The list, x, isn't initialized to the parameter default value each time the function is operated, but remains in the previous state and adds a new value.
That's how the function was executed 5 times, so it became [7, 7, 7, 7, 7].
However, the integer y appears to hold the default value. It has been run 5 times, but it continues to output 2.
Why does y finally output 2 instead of 6 when the function is executed 5 times?
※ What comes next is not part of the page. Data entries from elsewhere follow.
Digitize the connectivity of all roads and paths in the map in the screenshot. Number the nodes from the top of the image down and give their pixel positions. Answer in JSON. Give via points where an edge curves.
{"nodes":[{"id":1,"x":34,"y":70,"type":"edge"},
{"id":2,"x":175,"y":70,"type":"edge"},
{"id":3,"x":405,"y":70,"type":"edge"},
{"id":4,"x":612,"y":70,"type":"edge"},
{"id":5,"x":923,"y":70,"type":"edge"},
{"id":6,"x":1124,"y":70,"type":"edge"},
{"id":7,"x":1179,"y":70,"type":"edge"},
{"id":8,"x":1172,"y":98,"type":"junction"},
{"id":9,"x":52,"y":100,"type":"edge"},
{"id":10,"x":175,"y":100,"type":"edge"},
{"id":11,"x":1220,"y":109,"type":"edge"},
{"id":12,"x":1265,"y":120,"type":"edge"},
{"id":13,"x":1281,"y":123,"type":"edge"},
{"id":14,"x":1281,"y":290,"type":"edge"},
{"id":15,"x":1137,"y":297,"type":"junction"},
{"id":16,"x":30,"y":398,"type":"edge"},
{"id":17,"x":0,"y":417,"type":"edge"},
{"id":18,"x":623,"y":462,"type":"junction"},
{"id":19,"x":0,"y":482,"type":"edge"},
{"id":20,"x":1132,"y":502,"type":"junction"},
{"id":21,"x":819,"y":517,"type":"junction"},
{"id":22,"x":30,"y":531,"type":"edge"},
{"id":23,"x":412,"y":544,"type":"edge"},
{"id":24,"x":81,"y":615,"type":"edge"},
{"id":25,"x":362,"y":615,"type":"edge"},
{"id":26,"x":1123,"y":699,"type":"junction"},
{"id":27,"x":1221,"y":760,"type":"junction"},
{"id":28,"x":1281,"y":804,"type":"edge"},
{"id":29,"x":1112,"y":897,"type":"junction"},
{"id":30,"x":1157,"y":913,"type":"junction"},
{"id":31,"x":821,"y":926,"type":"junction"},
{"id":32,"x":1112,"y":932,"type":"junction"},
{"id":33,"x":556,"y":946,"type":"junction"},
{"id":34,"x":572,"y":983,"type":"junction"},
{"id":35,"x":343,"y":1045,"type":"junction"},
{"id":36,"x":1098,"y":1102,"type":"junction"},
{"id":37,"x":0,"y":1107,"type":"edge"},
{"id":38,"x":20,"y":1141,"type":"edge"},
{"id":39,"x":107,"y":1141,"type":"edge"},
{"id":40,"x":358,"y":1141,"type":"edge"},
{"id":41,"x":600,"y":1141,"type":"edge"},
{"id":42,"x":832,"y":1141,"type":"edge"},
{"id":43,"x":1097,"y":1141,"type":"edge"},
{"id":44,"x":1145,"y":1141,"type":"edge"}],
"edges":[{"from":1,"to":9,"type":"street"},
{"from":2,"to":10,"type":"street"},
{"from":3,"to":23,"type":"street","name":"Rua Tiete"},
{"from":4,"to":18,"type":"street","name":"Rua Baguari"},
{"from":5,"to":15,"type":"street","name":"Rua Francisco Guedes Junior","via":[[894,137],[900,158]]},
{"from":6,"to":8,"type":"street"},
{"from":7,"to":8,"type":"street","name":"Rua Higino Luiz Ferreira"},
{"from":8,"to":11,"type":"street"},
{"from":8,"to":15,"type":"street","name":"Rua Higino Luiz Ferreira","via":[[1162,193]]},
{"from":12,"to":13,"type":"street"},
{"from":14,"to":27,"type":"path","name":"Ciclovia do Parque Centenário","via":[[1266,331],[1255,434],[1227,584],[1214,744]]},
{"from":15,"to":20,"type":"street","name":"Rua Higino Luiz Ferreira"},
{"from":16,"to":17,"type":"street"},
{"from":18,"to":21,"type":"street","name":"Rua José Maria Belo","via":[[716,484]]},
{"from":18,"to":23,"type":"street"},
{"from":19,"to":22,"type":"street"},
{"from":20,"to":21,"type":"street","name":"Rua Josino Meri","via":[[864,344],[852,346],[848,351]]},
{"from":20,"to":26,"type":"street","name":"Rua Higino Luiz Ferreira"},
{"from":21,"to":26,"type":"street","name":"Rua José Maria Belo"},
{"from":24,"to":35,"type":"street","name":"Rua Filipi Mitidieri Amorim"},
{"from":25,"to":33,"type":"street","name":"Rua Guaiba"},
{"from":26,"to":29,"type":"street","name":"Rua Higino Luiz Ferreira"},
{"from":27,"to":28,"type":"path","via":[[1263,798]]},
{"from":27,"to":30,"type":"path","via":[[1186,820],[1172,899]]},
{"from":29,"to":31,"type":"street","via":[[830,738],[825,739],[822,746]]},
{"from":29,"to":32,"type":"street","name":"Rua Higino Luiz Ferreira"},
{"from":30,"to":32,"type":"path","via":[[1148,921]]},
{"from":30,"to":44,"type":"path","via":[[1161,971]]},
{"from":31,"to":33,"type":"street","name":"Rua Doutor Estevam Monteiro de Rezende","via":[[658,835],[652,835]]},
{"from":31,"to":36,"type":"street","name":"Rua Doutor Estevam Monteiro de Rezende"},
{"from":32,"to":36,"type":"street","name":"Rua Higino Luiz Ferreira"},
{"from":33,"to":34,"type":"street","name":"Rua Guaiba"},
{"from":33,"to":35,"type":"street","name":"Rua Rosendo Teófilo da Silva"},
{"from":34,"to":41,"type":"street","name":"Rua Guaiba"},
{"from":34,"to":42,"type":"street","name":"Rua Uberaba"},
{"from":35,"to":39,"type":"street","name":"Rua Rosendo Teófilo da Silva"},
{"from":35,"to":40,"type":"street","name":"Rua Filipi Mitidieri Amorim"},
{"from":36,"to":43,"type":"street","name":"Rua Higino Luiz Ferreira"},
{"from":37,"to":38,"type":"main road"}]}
I've already read this question, but it explains where the list binds to a function. But I wonder why the principle does not apply to integer default parameters.
def foo(x=[],y=1):
x.append(7)
y += 1
return x, y
print(foo())
print(foo())
print(foo())
print(foo())
print(foo())
([7], 2)
([7, 7], 2)
([7, 7, 7], 2)
([7, 7, 7, 7], 2)
([7, 7, 7, 7, 7], 2)
Int's are immutable, lists are not. When you assign a default value to a parameter you are assigning a reference to that value. Performing y += 1 actually creates a new reference and assigns it to y, it does not change the value of the old reference. When you mutate the container you are not changing the reference. Example:
y = 1
x = y
# This will be true as they have the same reference
print(x is y) # True
y += 1
# This will be false as the reference to y has been changed
print(x is y) # False
y = []
x = y
# This will be true as they have the same reference
print(x is y) # True
y.append(1)
# This will still be true, the reference to the container remains the same.
print(x is y) # True